RECK-LIFR/gp130 Interaction Analysis

The physical association between RECK and LIFR or gp130 was analyzed by two different but complementary methods: IP/IB as previously described [27 (link), 28 (link)] and double immunofluorescence. For IP, equal amounts of whole cell extracts were incubated with anti-RECK antibodies immobilized on agarose beads under slow rotation. After washing in a buffer containing 50 mM Tris–Cl, 150 mM NaCl, and 0.1% Nonidet P-40 three times, the bound proteins were eluted by boiling in SDS sample buffer, run on SDS–PAGE and IB with LIFR or gp130 antibodies. The antibodies against RECK, LIFR, and gp130 are described above.
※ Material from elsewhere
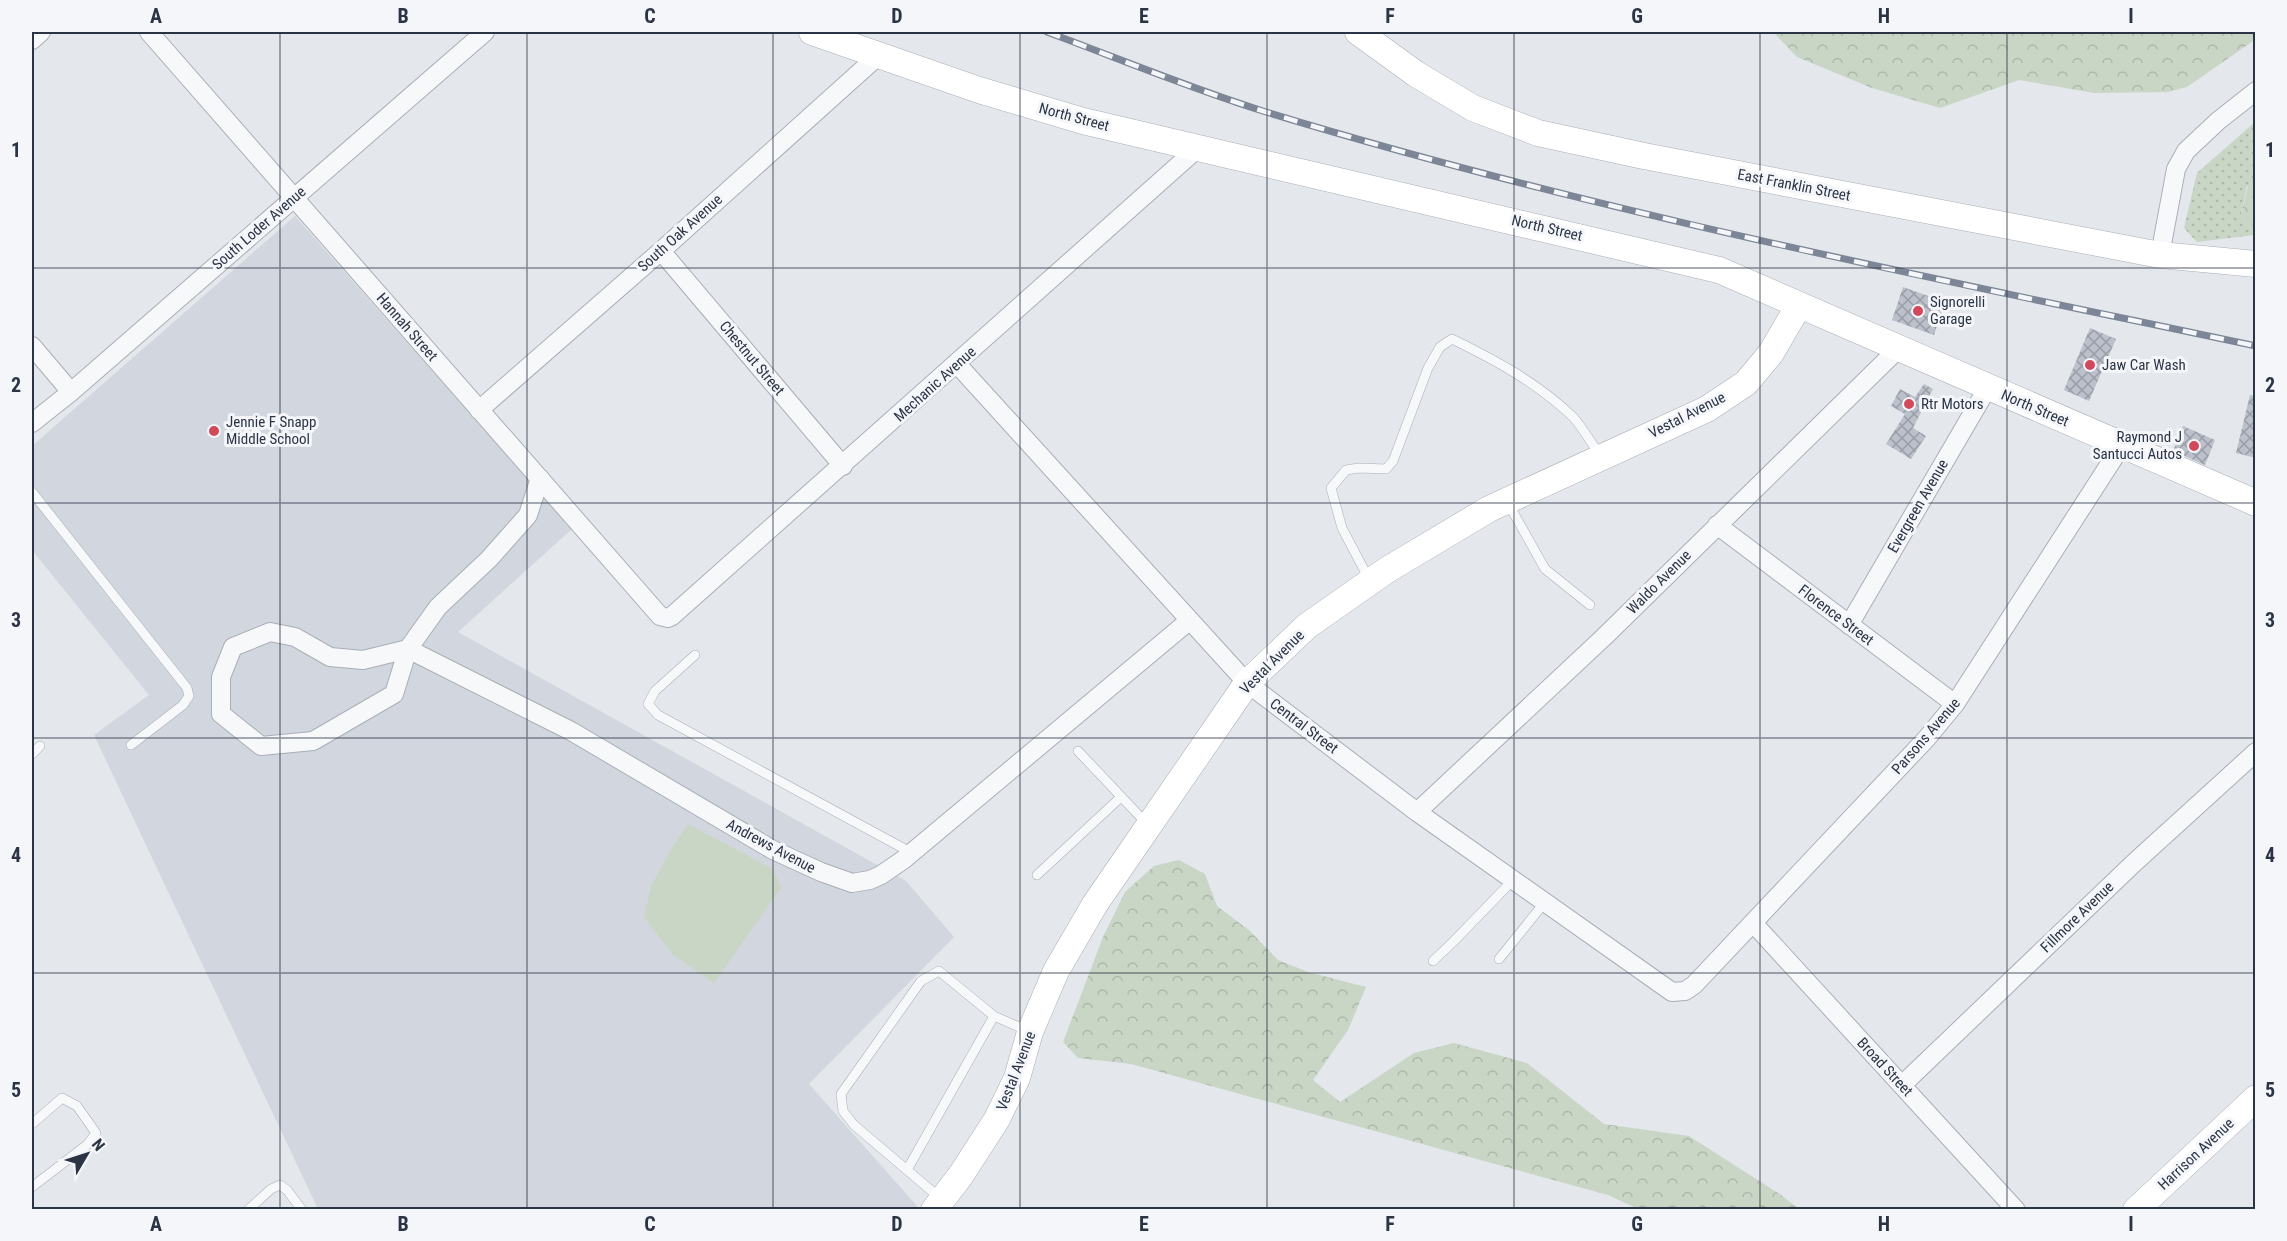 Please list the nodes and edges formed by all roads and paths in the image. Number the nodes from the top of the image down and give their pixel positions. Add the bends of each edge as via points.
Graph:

For immunofluorescence, cells seeded at a density of 2,000 cells on a glass slide were fixed with 4% paraformaldehyde and permeabilized with 0.25% Triton-X100 (30 min at 4°C), washed and then incubated with anti-RECK and anti-LIFR or anti-gp130 antibodies (1 hr at RT) followed by secondary antibodies conjugated with Alexa flour 488 or Alexa flour 594 antibodies (Abcam) and nuclear localizing DAPI (4′,6-diamidino-2-phenylindole dihydrochloride, #D1306, ThermoFisherScientific) at RT for 1 hr. Omission of primary antibodies failed to provide specific signals and served as controls. Images were captured by confocal microscopy (Leica Microsystems, Wetzlar, Germany). Red and green signals were colocalized along with DAPI (blue) in merged images.